WHAT IS REQUIRED —
Among these records, which lines include "入職祝い金制度有"? Copy them out.

MATERIAL FOR THIS TASK —

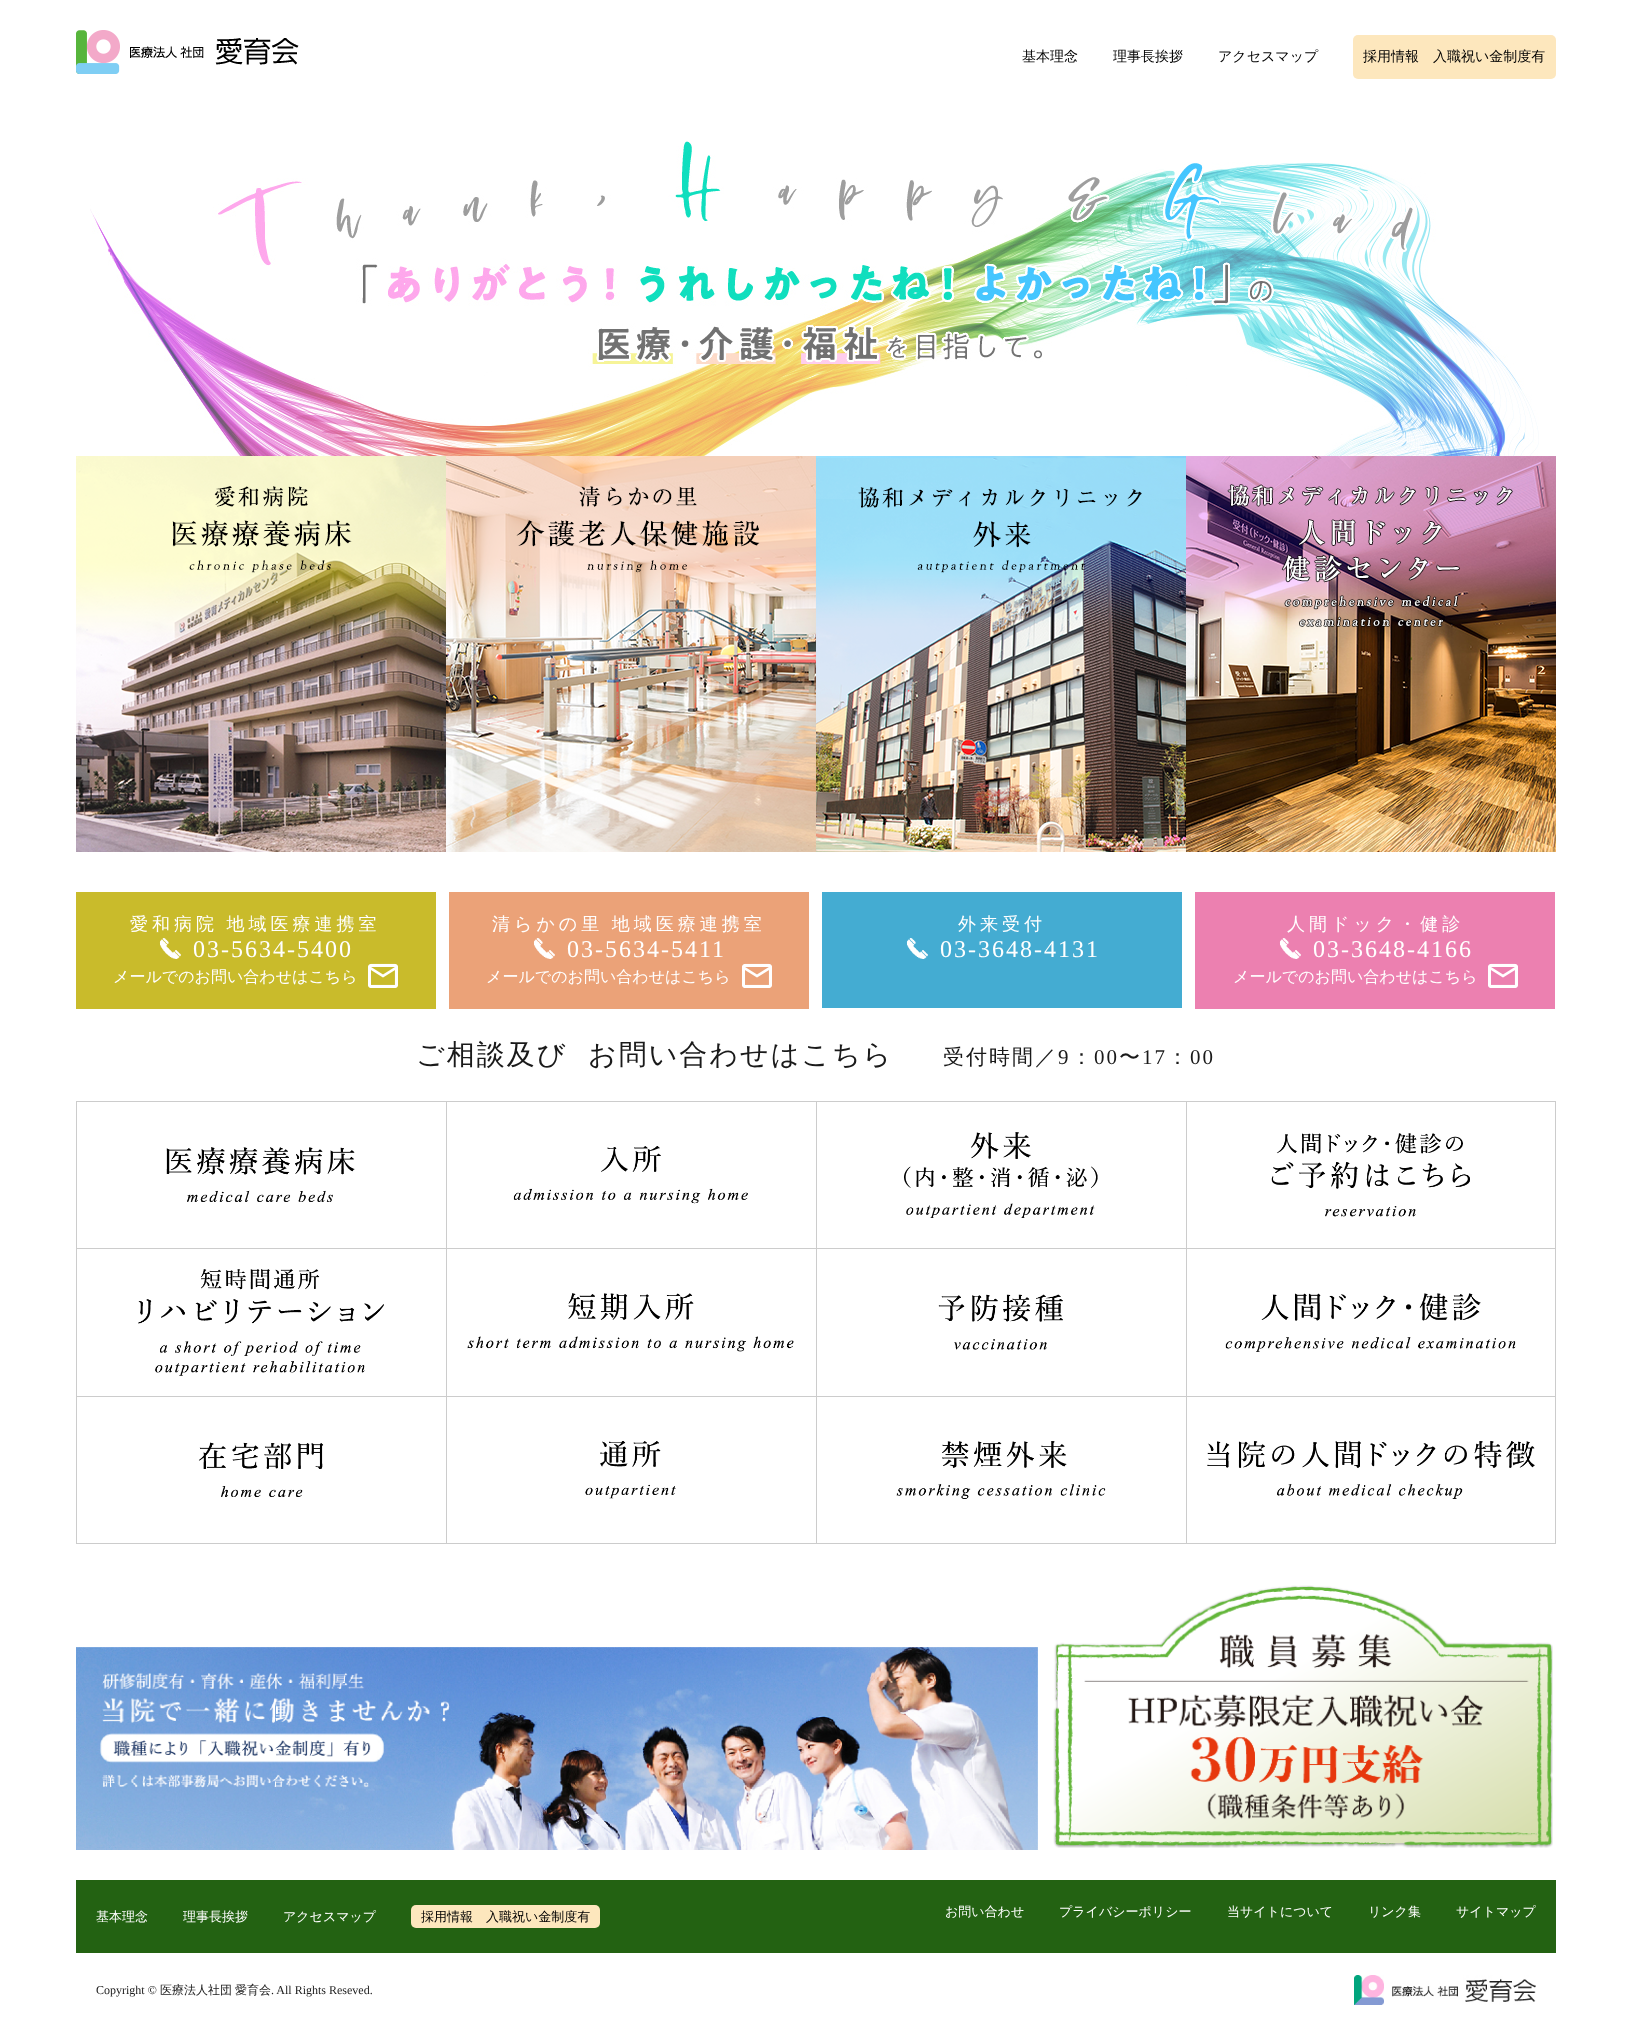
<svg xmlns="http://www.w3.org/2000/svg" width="1631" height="2029">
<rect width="100%" height="100%" fill="#fff"/>
<image x="76" y="30" width="223" height="44" href="media/1.png"/>
<text x="1022" y="61" style="font-family:WenQuanYi Zen Hei;font-size:14px;font-weight:500;fill:#000">基本理念</text>
<text x="1113" y="61" style="font-family:WenQuanYi Zen Hei;font-size:14px;font-weight:500;fill:#000">理事長挨拶</text>
<text x="1218" y="61" style="font-family:WenQuanYi Zen Hei;font-size:14px;font-weight:500;fill:#000">アクセスマップ</text>
<rect x="1353" y="35" width="203" height="44" rx="5" fill="#fde7bd"/>
<text x="1363" y="61" style="font-family:WenQuanYi Zen Hei;font-size:14px;font-weight:500;fill:#000">採用情報　入職祝い金制度有</text>
<image x="90" y="141" width="1449" height="315" href="media/2.png"/>
<image x="76" y="456" width="370" height="396" href="media/3.png"/>
<image x="446" y="456" width="370" height="396" href="media/4.png"/>
<image x="816" y="456" width="370" height="396" href="media/5.png"/>
<image x="1186" y="456" width="370" height="396" href="media/6.png"/>
<rect x="76" y="892" width="360" height="117" fill="#c9bb2b"/>
<text x="130" y="930" word-spacing="-1" style="font-family:WenQuanYi Zen Hei;font-size:18px;font-weight:500;letter-spacing:4px;fill:#fff">愛和病院 地域医療連携室</text>
<image x="159" y="937" width="22" height="22" href="media/7.png"/>
<text x="193" y="957" style="font-family:Liberation Serif;font-size:24px;letter-spacing:2px;fill:#fff">03-5634-5400</text>
<text x="113" y="982" style="font-family:WenQuanYi Zen Hei;font-size:16px;font-weight:500;fill:#fff">メールでのお問い合わせはこちら</text>
<image x="368" y="963" width="30" height="25" href="media/8.png"/>
<rect x="449" y="892" width="360" height="117" fill="#eba278"/>
<text x="492" y="930" word-spacing="-1" style="font-family:WenQuanYi Zen Hei;font-size:18px;font-weight:500;letter-spacing:4px;fill:#fff">清らかの里 地域医療連携室</text>
<image x="533" y="938" width="22" height="21" href="media/9.png"/>
<text x="567" y="957" style="font-family:Liberation Serif;font-size:24px;letter-spacing:2px;fill:#fff">03-5634-5411</text>
<text x="486" y="982" style="font-family:WenQuanYi Zen Hei;font-size:16px;font-weight:500;fill:#fff">メールでのお問い合わせはこちら</text>
<image x="742" y="963" width="30" height="25" href="media/10.png"/>
<rect x="822" y="892" width="360" height="116" fill="#44acd2"/>
<text x="958" y="930" style="font-family:WenQuanYi Zen Hei;font-size:18px;font-weight:500;letter-spacing:4px;fill:#fff">外来受付</text>
<image x="906" y="937" width="22" height="22" href="media/11.png"/>
<text x="940" y="957" style="font-family:Liberation Serif;font-size:24px;letter-spacing:2px;fill:#fff">03-3648-4131</text>
<rect x="1195" y="892" width="360" height="117" fill="#ec80b0"/>
<text x="1287" y="930" style="font-family:WenQuanYi Zen Hei;font-size:18px;font-weight:500;letter-spacing:4px;fill:#fff">人間ドック・健診</text>
<image x="1279" y="938" width="22" height="21" href="media/12.png"/>
<text x="1313" y="957" style="font-family:Liberation Serif;font-size:24px;letter-spacing:2px;fill:#fff">03-3648-4166</text>
<text x="1233" y="982" style="font-family:WenQuanYi Zen Hei;font-size:16px;font-weight:500;fill:#fff">メールでのお問い合わせはこちら</text>
<image x="1488" y="963" width="30" height="25" href="media/13.png"/>
<text x="416" y="1064" style="font-family:WenQuanYi Zen Hei;font-size:28px;font-weight:500;letter-spacing:2px;fill:#1a1a1a">ご相談及び</text>
<text x="588" y="1064" style="font-family:WenQuanYi Zen Hei;font-size:28px;font-weight:500;letter-spacing:2px;fill:#1a1a1a">お問い合わせはこちら</text>
<text x="943" y="1064" style="font-family:WenQuanYi Zen Hei;font-size:21px;font-weight:500;letter-spacing:2px;fill:#1a1a1a">受付時間／</text>
<text x="1058" y="1064" style="font-family:Liberation Serif;font-size:21px;letter-spacing:2px;fill:#1a1a1a">9</text>
<text x="1071" y="1064" style="font-family:WenQuanYi Zen Hei;font-size:21px;font-weight:500;letter-spacing:2px;fill:#1a1a1a">：</text>
<text x="1094" y="1064" style="font-family:Liberation Serif;font-size:21px;letter-spacing:2px;fill:#1a1a1a">00</text>
<text x="1119" y="1064" style="font-family:WenQuanYi Zen Hei;font-size:21px;font-weight:500;letter-spacing:2px;fill:#1a1a1a">〜</text>
<text x="1142" y="1064" style="font-family:Liberation Serif;font-size:21px;letter-spacing:2px;fill:#1a1a1a">17</text>
<text x="1167" y="1064" style="font-family:WenQuanYi Zen Hei;font-size:21px;font-weight:500;letter-spacing:2px;fill:#1a1a1a">：</text>
<text x="1190" y="1064" style="font-family:Liberation Serif;font-size:21px;letter-spacing:2px;fill:#1a1a1a">00</text>
<rect x="76" y="1101" width="1480" height="1" fill="#ccc"/>
<rect x="76" y="1101" width="1" height="147" fill="#ccc"/>
<image x="166" y="1147" width="189" height="55" href="media/14.png"/>
<rect x="76" y="1248" width="1480" height="1" fill="#ccc"/>
<rect x="76" y="1248" width="1" height="148" fill="#ccc"/>
<image x="138" y="1269" width="246" height="107" href="media/15.png"/>
<rect x="76" y="1396" width="1110" height="1" fill="#ccc"/>
<rect x="76" y="1543" width="1110" height="1" fill="#ccc"/>
<rect x="76" y="1396" width="1" height="148" fill="#ccc"/>
<image x="198" y="1442" width="126" height="55" href="media/16.png"/>
<rect x="446" y="1101" width="1" height="443" fill="#ccc"/>
<image x="513" y="1146" width="235" height="58" href="media/17.png"/>
<image x="467" y="1293" width="327" height="59" href="media/18.png"/>
<image x="585" y="1441" width="91" height="58" href="media/19.png"/>
<rect x="816" y="1101" width="1" height="443" fill="#ccc"/>
<image x="904" y="1132" width="194" height="86" href="media/20.png"/>
<image x="938" y="1294" width="125" height="56" href="media/21.png"/>
<image x="896" y="1441" width="210" height="58" href="media/22.png"/>
<rect x="1555" y="1101" width="1" height="295" fill="#ccc"/>
<rect x="1186" y="1101" width="1" height="295" fill="#ccc"/>
<image x="1271" y="1133" width="199" height="84" href="media/23.png"/>
<image x="1225" y="1293" width="291" height="59" href="media/24.png"/>
<rect x="1186.5" y="1396.5" width="369" height="147" fill="none" stroke="#ccc"/>
<image x="1207" y="1441" width="328" height="58" href="media/25.png"/>
<image x="76" y="1647" width="962" height="203" href="media/26.png"/>
<image x="1053" y="1585" width="500" height="263" href="media/27.png"/>
<rect x="76" y="1880" width="1480" height="73" fill="#236212"/>
<text x="96" y="1921" style="font-family:WenQuanYi Zen Hei;font-size:13px;font-weight:500;fill:#fff">基本理念</text>
<text x="183" y="1921" style="font-family:WenQuanYi Zen Hei;font-size:13px;font-weight:500;fill:#fff">理事長挨拶</text>
<text x="283" y="1921" style="font-family:WenQuanYi Zen Hei;font-size:13px;font-weight:500;fill:#fff">アクセスマップ</text>
<rect x="411" y="1905" width="189" height="23" rx="5" fill="#fde7bd"/>
<text x="421" y="1921" style="font-family:WenQuanYi Zen Hei;font-size:13px;font-weight:500;fill:#000">採用情報</text>
<text x="486" y="1921" style="font-family:WenQuanYi Zen Hei;font-size:13px;font-weight:500;fill:#000">入職祝い金制度有</text>
<text x="945" y="1916" style="font-family:WenQuanYi Zen Hei;font-size:13px;font-weight:500;fill:#fff">お問い合わせ</text>
<text x="1059" y="1916" style="font-family:WenQuanYi Zen Hei;font-size:13px;font-weight:500;fill:#fff">プライバシーポリシー</text>
<text x="1227" y="1916" style="font-family:WenQuanYi Zen Hei;font-size:13px;font-weight:500;fill:#fff">当サイトについて</text>
<text x="1368" y="1916" style="font-family:WenQuanYi Zen Hei;font-size:13px;font-weight:500;fill:#fff">リンク集</text>
<text x="1456" y="1916" style="font-family:WenQuanYi Zen Hei;font-size:13px;font-weight:500;fill:#fff">サイトマップ</text>
<text x="96" y="1994" style="font-family:Liberation Serif;font-size:12px;fill:#1a1a1a">Copyright ©</text>
<text x="160" y="1994" style="font-family:WenQuanYi Zen Hei;font-size:12px;font-weight:500;fill:#1a1a1a">医療法人社団</text>
<text x="235" y="1994" style="font-family:WenQuanYi Zen Hei;font-size:12px;font-weight:500;fill:#1a1a1a">愛育会</text>
<text x="271" y="1994" style="font-family:Liberation Serif;font-size:12px;fill:#1a1a1a">. All Rights Reseved.</text>
<image x="1354" y="1975" width="182" height="30" href="media/28.png"/>
</svg>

ANSWER SPACE —
<text x="1363" y="61" style="font-family:WenQuanYi Zen Hei;font-size:14px;font-weight:500;fill:#000">採用情報　入職祝い金制度有</text>
<text x="486" y="1921" style="font-family:WenQuanYi Zen Hei;font-size:13px;font-weight:500;fill:#000">入職祝い金制度有</text>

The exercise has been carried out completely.